Parce que l’une de ses filles s’ennuyait en classe et que son fils avait du mal à apprendre à lire et à écrire, cela rappelait à Jean-Daniel Chambaz les mauvais souvenirs qu’il avait de sa propre scolarité. Alors, il a inscrit ses trois enfants à l’école Montessori, afin que chacun puisse progresser à son propre rythme. La méthode l’a convaincu au point qu’il a suivi la formation Montessori et intégré l’équipe des enseignants de Vevey. « Ici, les enfants apprennent tranquillement, explique Jean-Daniel Chambaz. On prend le temps, car c’est le seul moyen de bien faire les choses. En tant qu’enseignant, c’est intéressant de travailler de cette manière. Nous tenons un programme, mais avec une certaine souplesse. Et nous ne portons aucun jugement de valeur. Quand des élèves se trompent, ils ne disent pas : « J’ai fait tout faux. » Ils viennent vers moi et me disent : « Pourquoi ça ne marche pas ?»

 

Nous les aidons à identifier les difficultés et à explorer eux-mêmes les moyens de résoudre leur problème. C’est gratifiant de voir les yeux des élèves qui s’allument quand ils ont compris. A chaque fois qu’un élève vient me montrer son travail, je le vérifie et lui indique où il y a des choses à reprendre, afin qu’il puisse les corriger par lui-même.
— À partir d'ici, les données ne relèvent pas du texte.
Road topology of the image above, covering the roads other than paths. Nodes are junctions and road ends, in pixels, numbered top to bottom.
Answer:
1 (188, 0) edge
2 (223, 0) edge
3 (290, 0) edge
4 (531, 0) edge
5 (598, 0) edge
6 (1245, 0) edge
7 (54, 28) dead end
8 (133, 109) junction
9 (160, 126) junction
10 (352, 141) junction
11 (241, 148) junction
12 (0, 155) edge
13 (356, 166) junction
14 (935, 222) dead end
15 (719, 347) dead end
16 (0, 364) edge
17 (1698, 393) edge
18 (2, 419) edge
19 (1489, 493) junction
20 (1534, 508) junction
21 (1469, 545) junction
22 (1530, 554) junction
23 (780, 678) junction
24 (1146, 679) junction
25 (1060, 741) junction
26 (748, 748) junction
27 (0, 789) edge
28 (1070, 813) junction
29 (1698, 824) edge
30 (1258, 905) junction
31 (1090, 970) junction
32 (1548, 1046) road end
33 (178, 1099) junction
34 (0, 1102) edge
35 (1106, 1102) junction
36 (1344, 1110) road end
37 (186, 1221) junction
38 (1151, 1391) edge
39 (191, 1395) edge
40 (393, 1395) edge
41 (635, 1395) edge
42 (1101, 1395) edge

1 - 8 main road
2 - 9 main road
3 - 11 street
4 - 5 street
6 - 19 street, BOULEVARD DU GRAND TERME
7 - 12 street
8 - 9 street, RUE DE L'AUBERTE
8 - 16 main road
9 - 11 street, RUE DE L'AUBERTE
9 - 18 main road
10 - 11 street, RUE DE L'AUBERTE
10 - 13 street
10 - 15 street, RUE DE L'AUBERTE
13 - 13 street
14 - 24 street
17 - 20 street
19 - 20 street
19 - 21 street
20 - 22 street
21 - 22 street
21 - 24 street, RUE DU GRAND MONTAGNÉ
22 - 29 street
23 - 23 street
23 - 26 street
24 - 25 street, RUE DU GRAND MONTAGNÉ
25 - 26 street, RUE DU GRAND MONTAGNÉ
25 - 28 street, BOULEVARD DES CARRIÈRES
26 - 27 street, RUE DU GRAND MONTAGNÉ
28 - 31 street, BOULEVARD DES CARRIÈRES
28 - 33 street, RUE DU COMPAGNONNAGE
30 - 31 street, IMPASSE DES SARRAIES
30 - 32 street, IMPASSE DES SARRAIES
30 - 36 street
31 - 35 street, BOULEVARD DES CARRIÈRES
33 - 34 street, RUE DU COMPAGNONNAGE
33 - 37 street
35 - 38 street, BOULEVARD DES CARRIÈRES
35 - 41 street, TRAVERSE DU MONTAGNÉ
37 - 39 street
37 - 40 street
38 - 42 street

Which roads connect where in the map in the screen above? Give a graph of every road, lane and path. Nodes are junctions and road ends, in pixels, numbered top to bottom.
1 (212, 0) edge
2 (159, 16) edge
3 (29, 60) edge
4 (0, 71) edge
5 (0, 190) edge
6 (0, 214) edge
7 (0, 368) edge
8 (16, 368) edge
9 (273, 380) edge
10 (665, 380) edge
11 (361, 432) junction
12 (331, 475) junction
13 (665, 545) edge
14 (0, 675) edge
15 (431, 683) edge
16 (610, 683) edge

Tous les devoirs se font ainsi en classe. Un autre aspect important de la méthode Montessori, c’est le matériel pédagogique. Il se compose de divers outils qui aident à comprendre un problème concrètement, comme les formes géométriques, par exemple. Si vous ne les disposez pas correctement, elles ne s’assemblent pas. C’est le matériel qui montre à l’enfant si son raisonnement fonctionne ou non. Et, pour l’apprentissage des langues, par exemple, nous avons d’autres outils, avec le support d’images qui aident à mémoriser les mots.»